● **Aim of the task**
Exactly the lines from the beginning of the records to the line with "Digitize the connectivity", both ends included, are to be given again, and pictures are to be left out.

● **Listed entries**
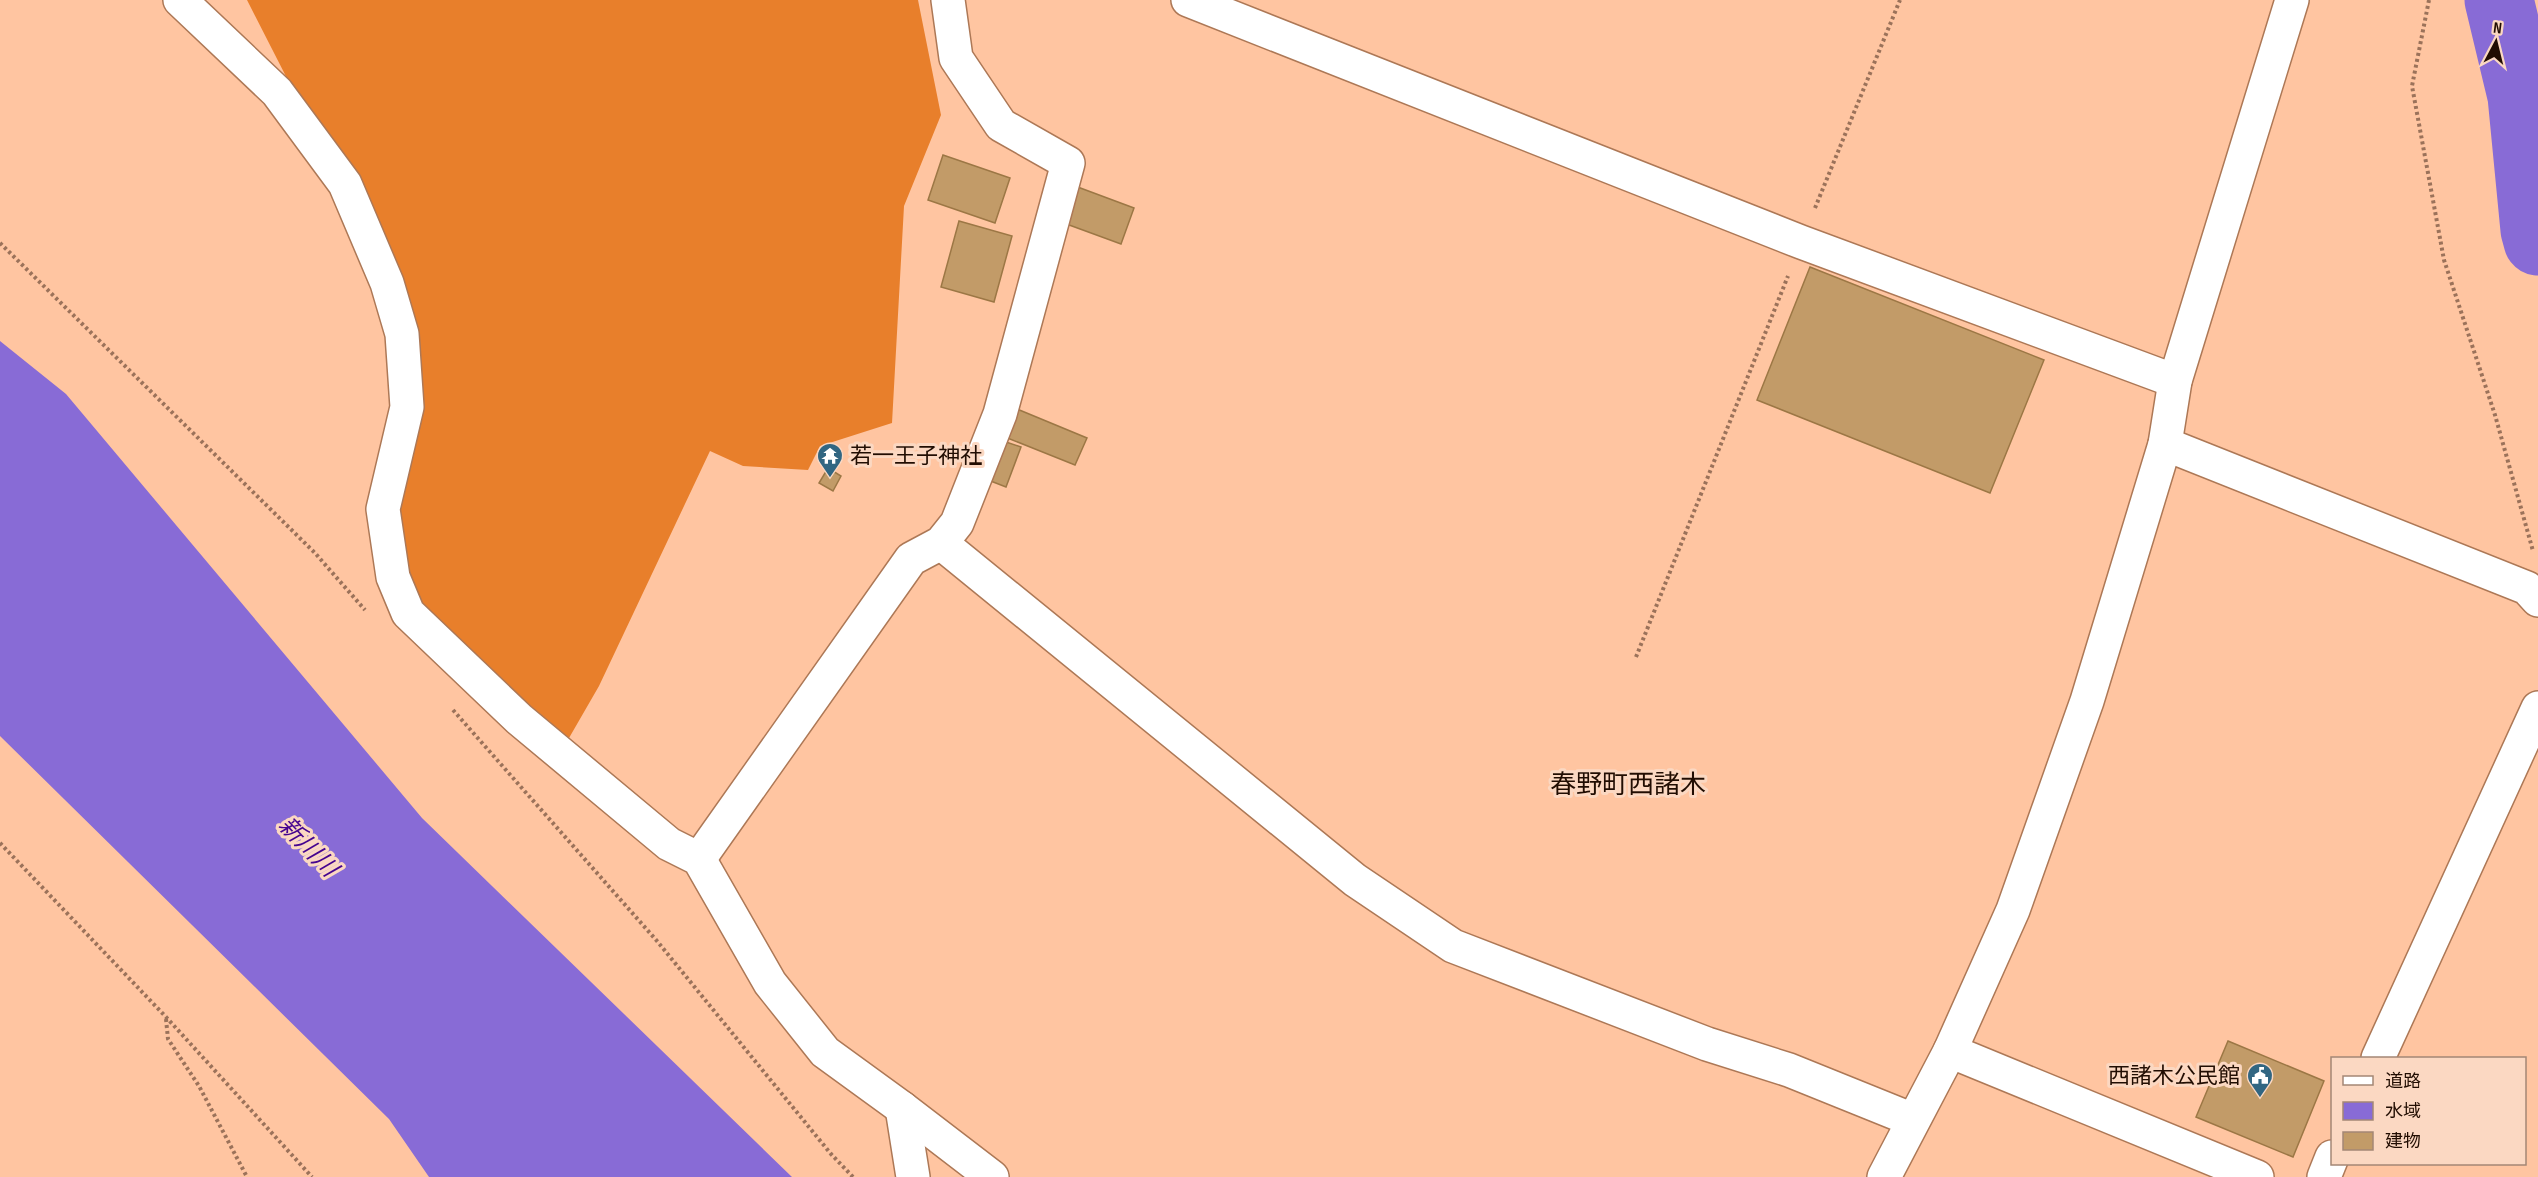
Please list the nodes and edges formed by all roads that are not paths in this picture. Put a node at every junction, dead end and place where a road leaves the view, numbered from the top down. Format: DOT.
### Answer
graph roads {
  1 [pos="180,0"];
  2 [pos="948,0"];
  3 [pos="1188,0"];
  4 [pos="2292,0"];
  5 [pos="2175,381"];
  6 [pos="2165,444"];
  7 [pos="941,543"];
  8 [pos="2538,600"];
  9 [pos="2538,708"];
  10 [pos="699,859"];
  11 [pos="1950,1051"];
  12 [pos="2379,1057"];
  13 [pos="902,1108"];
  14 [pos="1913,1120"];
  15 [pos="2331,1160"];
  16 [pos="913,1177"];
  17 [pos="992,1177"];
  18 [pos="1884,1177"];
  19 [pos="2257,1177"];
  20 [pos="2324,1177"];
  1 -- 10 [label="street"];
  2 -- 7 [label="street"];
  3 -- 5 [label="street"];
  4 -- 5 [label="street"];
  5 -- 6 [label="street"];
  6 -- 8 [label="street"];
  6 -- 11 [label="street"];
  7 -- 10 [label="street"];
  7 -- 14 [label="street"];
  9 -- 12 [label="street"];
  10 -- 13 [label="street"];
  11 -- 14 [label="street"];
  11 -- 19 [label="street"];
  13 -- 16 [label="street"];
  13 -- 17 [label="street"];
  14 -- 18 [label="street"];
  15 -- 20 [label="street"];
}
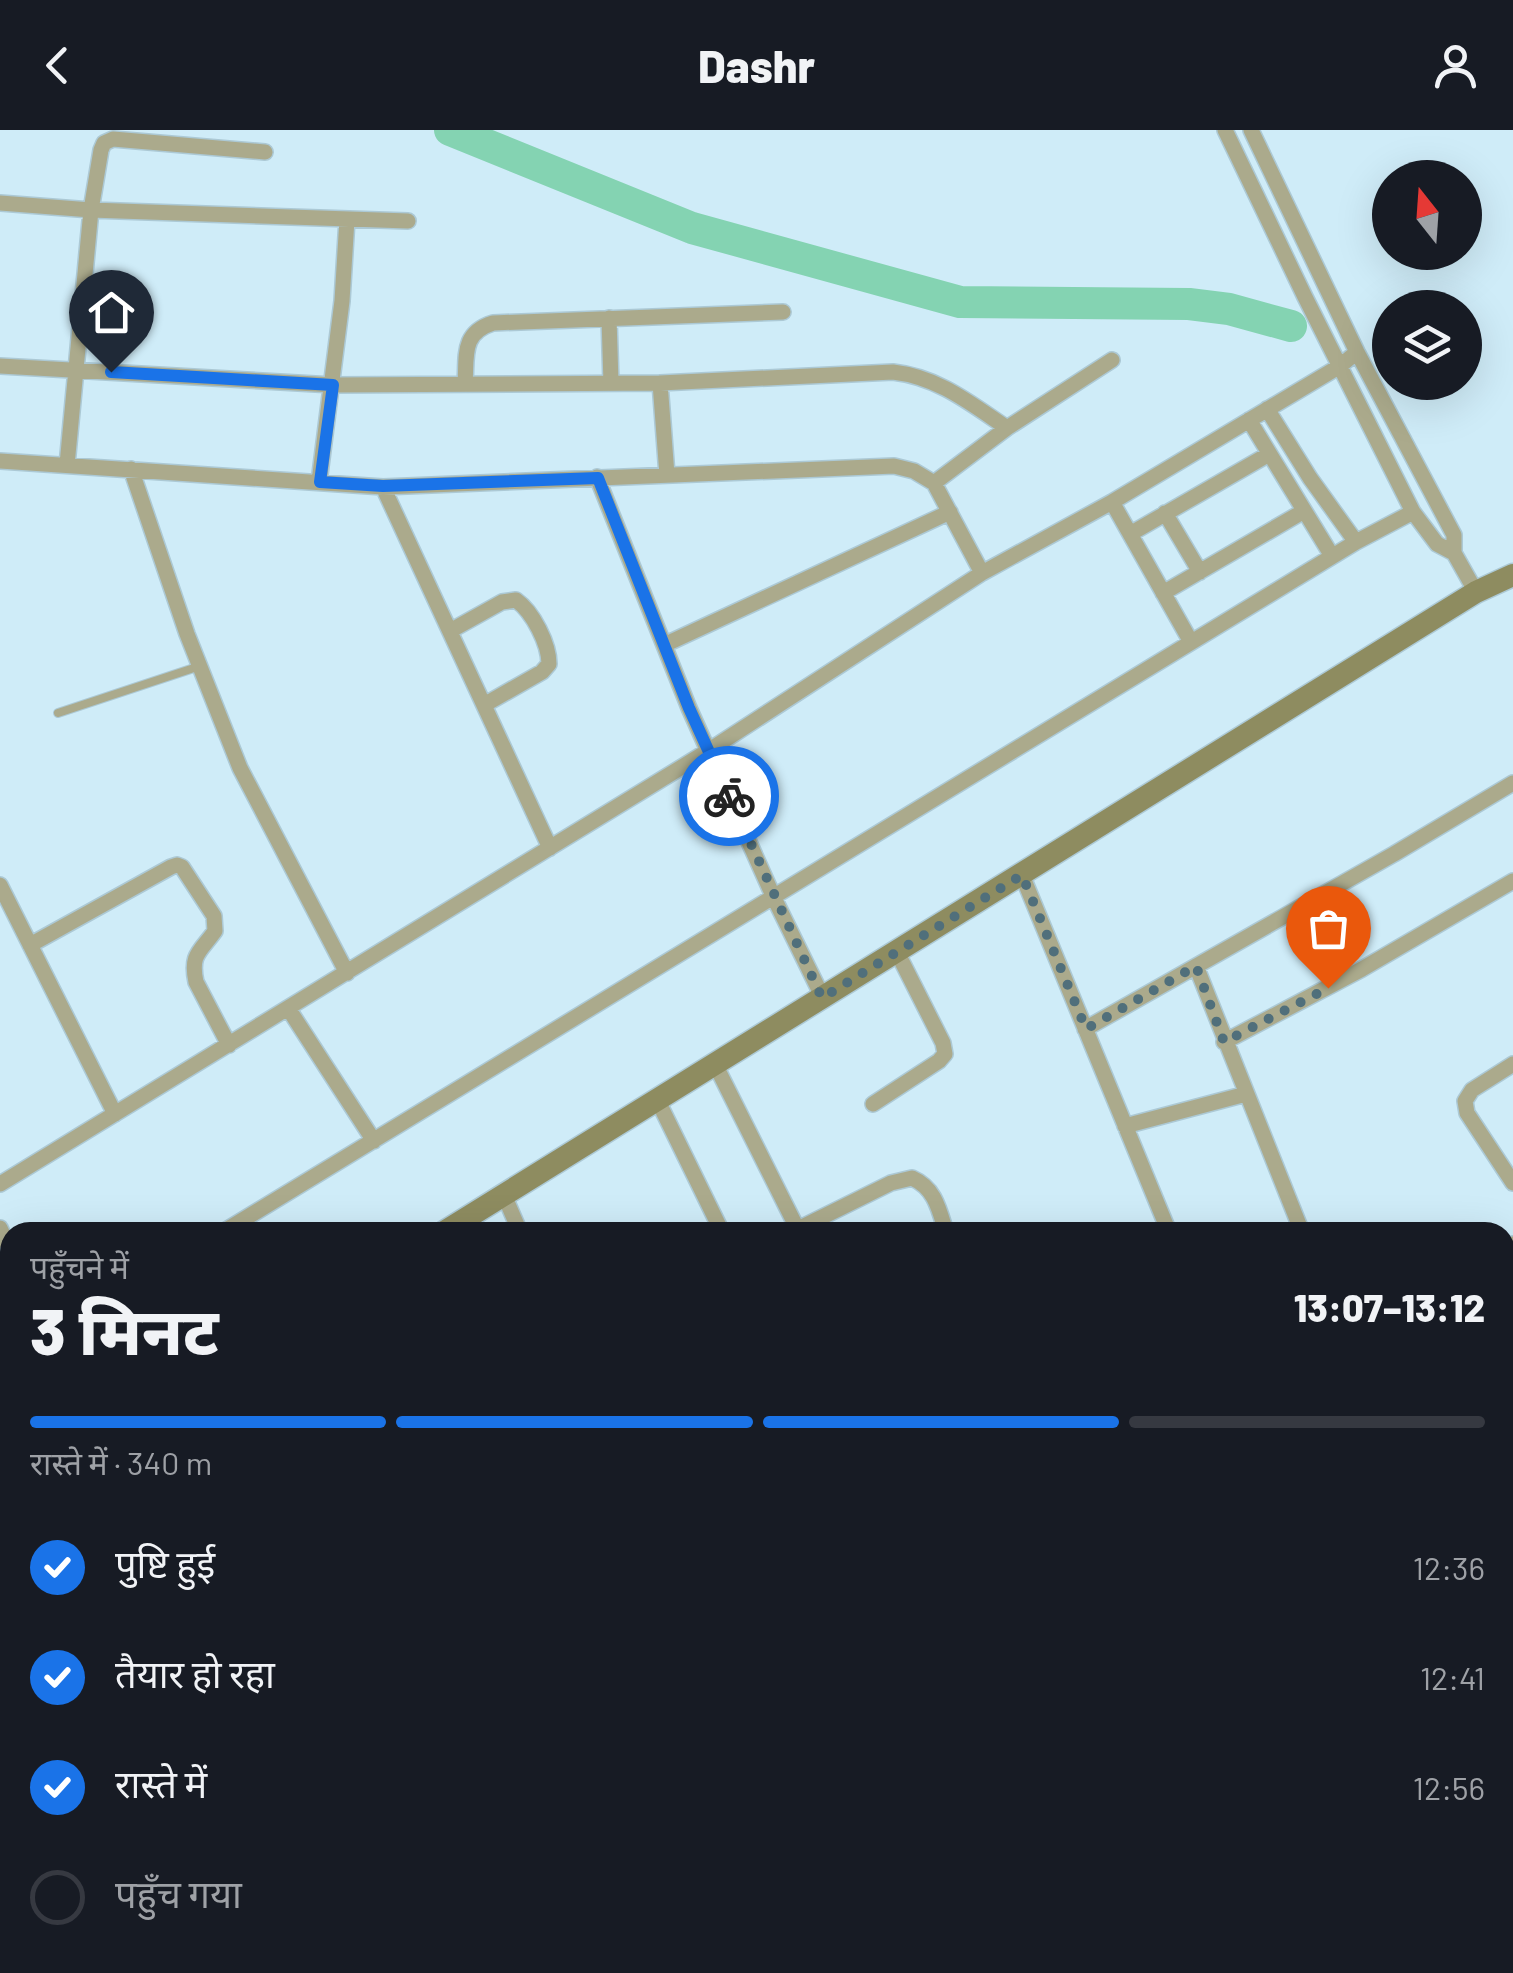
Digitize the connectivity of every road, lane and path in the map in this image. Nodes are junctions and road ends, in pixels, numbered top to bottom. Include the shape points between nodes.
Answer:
1 (1225, 130) edge
2 (1251, 130) edge
3 (265, 152) dead end
4 (0, 203) edge
5 (92, 210) junction
6 (348, 219) junction
7 (408, 221) dead end
8 (783, 312) dead end
9 (608, 318) junction
10 (1357, 352) junction
11 (1112, 360) dead end
12 (0, 366) edge
13 (1340, 366) junction
14 (74, 370) junction
15 (610, 383) junction
16 (660, 383) junction
17 (464, 384) junction
18 (333, 385) junction
19 (1267, 410) junction
20 (1249, 420) junction
21 (1007, 428) junction
22 (1270, 454) junction
23 (0, 461) edge
24 (66, 465) junction
25 (132, 469) junction
26 (668, 475) junction
27 (598, 478) junction
28 (320, 482) junction
29 (934, 484) junction
30 (383, 486) junction
31 (1112, 502) junction
32 (1304, 510) junction
33 (950, 512) junction
34 (1413, 512) junction
35 (1165, 513) junction
36 (1130, 534) junction
37 (1356, 542) junction
38 (1454, 553) junction
39 (1332, 556) junction
40 (1200, 572) junction
41 (982, 573) junction
42 (1513, 575) edge
43 (1476, 592) junction
44 (1164, 593) junction
45 (450, 631) junction
46 (1192, 642) junction
47 (664, 645) junction
48 (200, 666) junction
49 (484, 705) junction
50 (58, 713) dead end
51 (708, 751) junction
52 (1513, 783) edge
53 (550, 848) junction
54 (1022, 875) junction
55 (1513, 881) edge
56 (0, 885) edge
57 (774, 898) junction
58 (30, 945) junction
59 (897, 952) junction
60 (1196, 966) junction
61 (346, 973) junction
62 (822, 998) junction
63 (288, 1008) junction
64 (1086, 1029) junction
65 (1224, 1042) junction
66 (228, 1045) junction
67 (715, 1064) junction
68 (1513, 1064) edge
69 (1246, 1094) junction
70 (657, 1100) junction
71 (873, 1104) dead end
72 (115, 1114) junction
73 (1125, 1126) junction
74 (374, 1140) junction
75 (1508, 1162) edge
76 (1513, 1183) edge
77 (0, 1184) edge
78 (504, 1195) junction
79 (239, 1222) edge
80 (460, 1222) edge
81 (516, 1222) edge
82 (717, 1222) edge
83 (791, 1222) edge
84 (813, 1222) edge
85 (943, 1222) edge
86 (1164, 1222) edge
87 (1298, 1222) edge

1 - 13 street
2 - 10 street
3 - 5 street via 113,139 101,150
4 - 5 street
5 - 6 street
5 - 14 street
6 - 7 street
6 - 18 street
8 - 9 street
9 - 15 street
9 - 17 street via 482,326 468,340
10 - 13 street
10 - 38 street via 1454,535
11 - 21 street
12 - 14 street
13 - 19 street
13 - 34 street
14 - 18 street
14 - 24 street
15 - 16 street
15 - 17 street
16 - 21 street via 911,374 944,386
16 - 26 street
17 - 18 street
18 - 28 street
19 - 20 street
19 - 37 street
20 - 22 street
20 - 31 street
21 - 29 street
22 - 32 street
22 - 35 street
23 - 24 street
24 - 25 street
25 - 28 street
25 - 48 street
26 - 27 street
26 - 29 street via 894,466
27 - 30 street
27 - 47 street
28 - 30 street
29 - 33 street
30 - 45 street
31 - 36 street
31 - 41 street
32 - 39 street
32 - 40 street
33 - 41 street
33 - 47 street
34 - 37 street
34 - 38 street via 1437,544
35 - 36 street
35 - 40 street
36 - 44 street
37 - 39 street
38 - 43 street
39 - 46 street
40 - 44 street
41 - 51 street
42 - 43 main road
43 - 54 main road
44 - 46 street
45 - 49 street
45 - 49 street via 516,600 548,652 546,669
46 - 57 street
47 - 51 street
48 - 50 lane
48 - 61 street via 240,768
49 - 53 street
51 - 53 street
51 - 57 street
52 - 60 street
53 - 61 street
54 - 59 main road
54 - 64 street
55 - 65 street
56 - 58 street
57 - 62 street
57 - 74 street
58 - 66 street via 171,867 182,867 214,916 215,932 200,946 194,971
58 - 72 street
59 - 62 main road
59 - 71 street via 945,1054
60 - 64 street
60 - 65 street
61 - 63 street
62 - 67 main road
63 - 66 street
63 - 74 street
64 - 73 street
65 - 69 street
66 - 72 street
67 - 70 main road
67 - 83 street
68 - 75 street via 1465,1101 1467,1113
69 - 73 street
69 - 87 street
70 - 78 main road
70 - 82 street
72 - 77 street
73 - 86 street
74 - 79 street
75 - 76 street
78 - 80 main road
78 - 81 street
84 - 85 street via 912,1178 929,1189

● **Result for this task**
Please list the nodes and edges formed by all roads that are not paths in this picture. Put a node at every junction, dead end and place where a road leaves the view, numbered from the top down. Format: DOT.
### Answer
graph roads {
  1 [pos="180,0"];
  2 [pos="948,0"];
  3 [pos="1188,0"];
  4 [pos="2292,0"];
  5 [pos="2175,381"];
  6 [pos="2165,444"];
  7 [pos="941,543"];
  8 [pos="2538,600"];
  9 [pos="2538,708"];
  10 [pos="699,859"];
  11 [pos="1950,1051"];
  12 [pos="2379,1057"];
  13 [pos="902,1108"];
  14 [pos="1913,1120"];
  15 [pos="2331,1160"];
  16 [pos="913,1177"];
  17 [pos="992,1177"];
  18 [pos="1884,1177"];
  19 [pos="2257,1177"];
  20 [pos="2324,1177"];
  1 -- 10 [label="street"];
  2 -- 7 [label="street"];
  3 -- 5 [label="street"];
  4 -- 5 [label="street"];
  5 -- 6 [label="street"];
  6 -- 8 [label="street"];
  6 -- 11 [label="street"];
  7 -- 10 [label="street"];
  7 -- 14 [label="street"];
  9 -- 12 [label="street"];
  10 -- 13 [label="street"];
  11 -- 14 [label="street"];
  11 -- 19 [label="street"];
  13 -- 16 [label="street"];
  13 -- 17 [label="street"];
  14 -- 18 [label="street"];
  15 -- 20 [label="street"];
}
Digitize the connectivity of every road, lane and path in the map in this image. Nodes are junctions and road ends, in pixels, numbered top to bottom. Include the shape points between nodes.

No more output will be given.